Using data from the Bureau of Labor Statistics and Current Population Survey, this work will examine under-reporting of nonfatal workplace injuries and illnesses in construction for Hispanics from 1976-2008 at the national level. Previous research implemented different methods and techniques to examine the reasons behind under-reporting of workplace injuries and illnesses, concluding that the current surveillance system suffers from a problem of chronic under-reporting. By focusing on Hispanics working in construction, and by using different methods to examine to what degree the presence of Hispanics at the worksite contributes to the under-reporting of nonfatal occupational injuries and illness, our findings suggest that the presence of Hispanic construction workers significantly reduces the number of reported injuries.
A lagged fixed effect model will be used to investigate the under-reporting issue in construction with regard to Hispanics. Usage of this model constituted the first departure from previous research that studied under-reporting in which capture-recapture and face-to-face interviews were used. The second departure was implementing this method in the construction industry. This is the first time a lagged fixed effect model has been used to study this phenomenon (under-reporting in construction), while most literature about under-reporting has been restricted to manufacturing with some covering the overall economy. Lastly, this work is different in its duration and scope: It covers the years from 1976 up to 2008 and includes all 50 states and the District of Columbia.

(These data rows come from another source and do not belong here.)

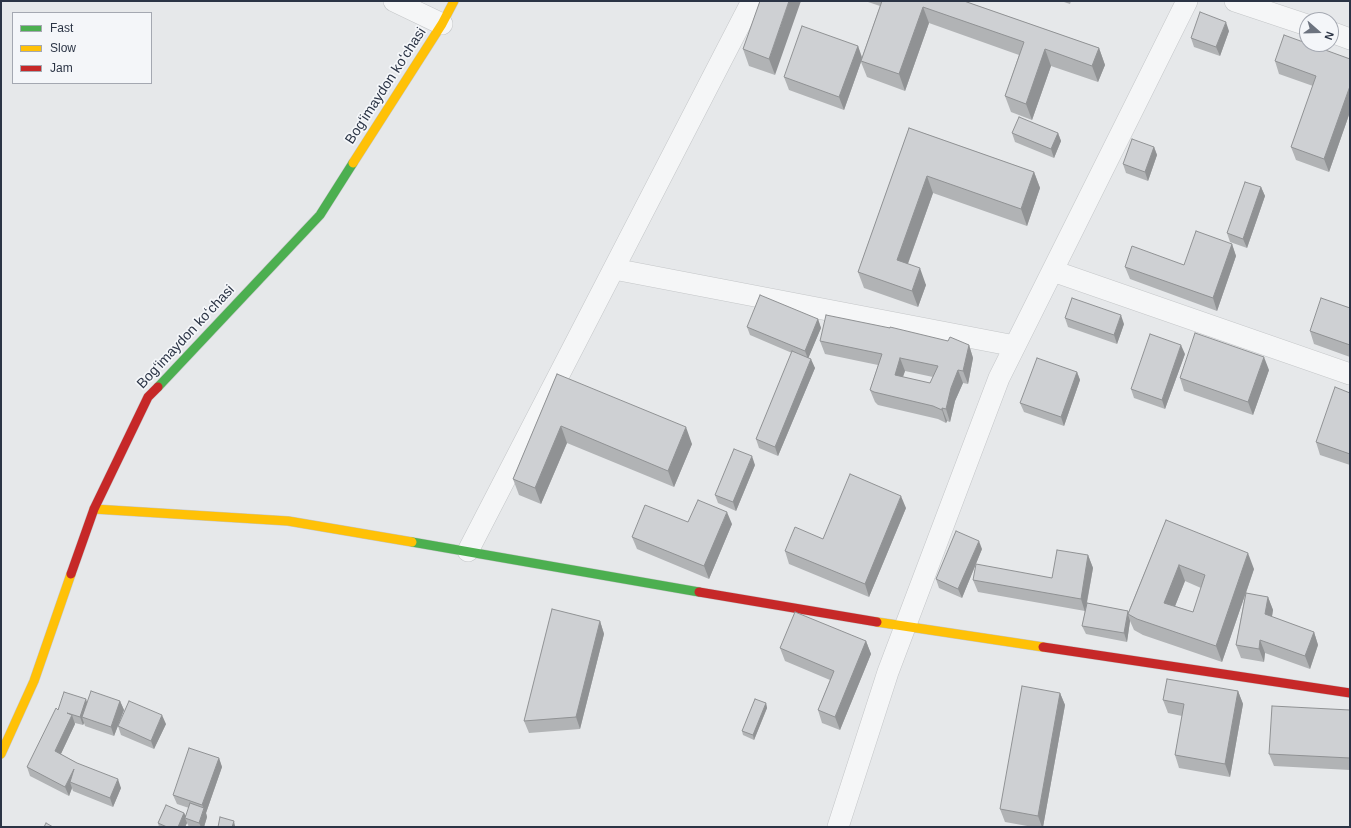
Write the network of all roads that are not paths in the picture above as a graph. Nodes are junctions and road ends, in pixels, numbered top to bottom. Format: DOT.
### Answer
graph roads {
  1 [pos="394,1"];
  2 [pos="454,1"];
  3 [pos="752,1"];
  4 [pos="1187,1"];
  5 [pos="1235,1"];
  6 [pos="1299,22"];
  7 [pos="442,24"];
  8 [pos="1339,35"];
  9 [pos="1350,39"];
  10 [pos="614,269"];
  11 [pos="1053,271"];
  12 [pos="1015,346"];
  13 [pos="1350,374"];
  14 [pos="94,510"];
  15 [pos="468,551"];
  16 [pos="905,627"];
  17 [pos="1350,693"];
  18 [pos="1,754"];
  19 [pos="838,827"];
  1 -- 7 [label="street"];
  2 -- 7 [label="street, Bogʻimaydon koʻchasi"];
  3 -- 10 [label="street"];
  4 -- 11 [label="street"];
  5 -- 6 [label="street"];
  7 -- 14 [label="street, Bogʻimaydon koʻchasi"];
  8 -- 9 [label="street"];
  10 -- 12 [label="street"];
  10 -- 15 [label="street"];
  11 -- 12 [label="street"];
  11 -- 13 [label="street"];
  12 -- 16 [label="street"];
  14 -- 15 [label="street"];
  14 -- 18 [label="street, Bogʻimaydon koʻchasi"];
  15 -- 16 [label="street"];
  16 -- 17 [label="street"];
  16 -- 19 [label="street"];
}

From a base model (without inclusion of Hispanics) we can see that the real workers’ compensation rate negatively impacted all types of injury reporting except light-duty, while union rates, unemployment, wages, and firm size correlate negatively with all types of injuries. When Hispanics and their interactions with union rate and workers’ compensation rates were included and summed as independent variables, we see that the presence of Hispanics leads to a decrease in the incident rate for all types of injuries except for light-duty. In other words, the presence of Hispanics leads to lower reporting and, therefore, the appearance of lower rates of all types of injury rates except for light duty which indicates that Hispanics are under-reported.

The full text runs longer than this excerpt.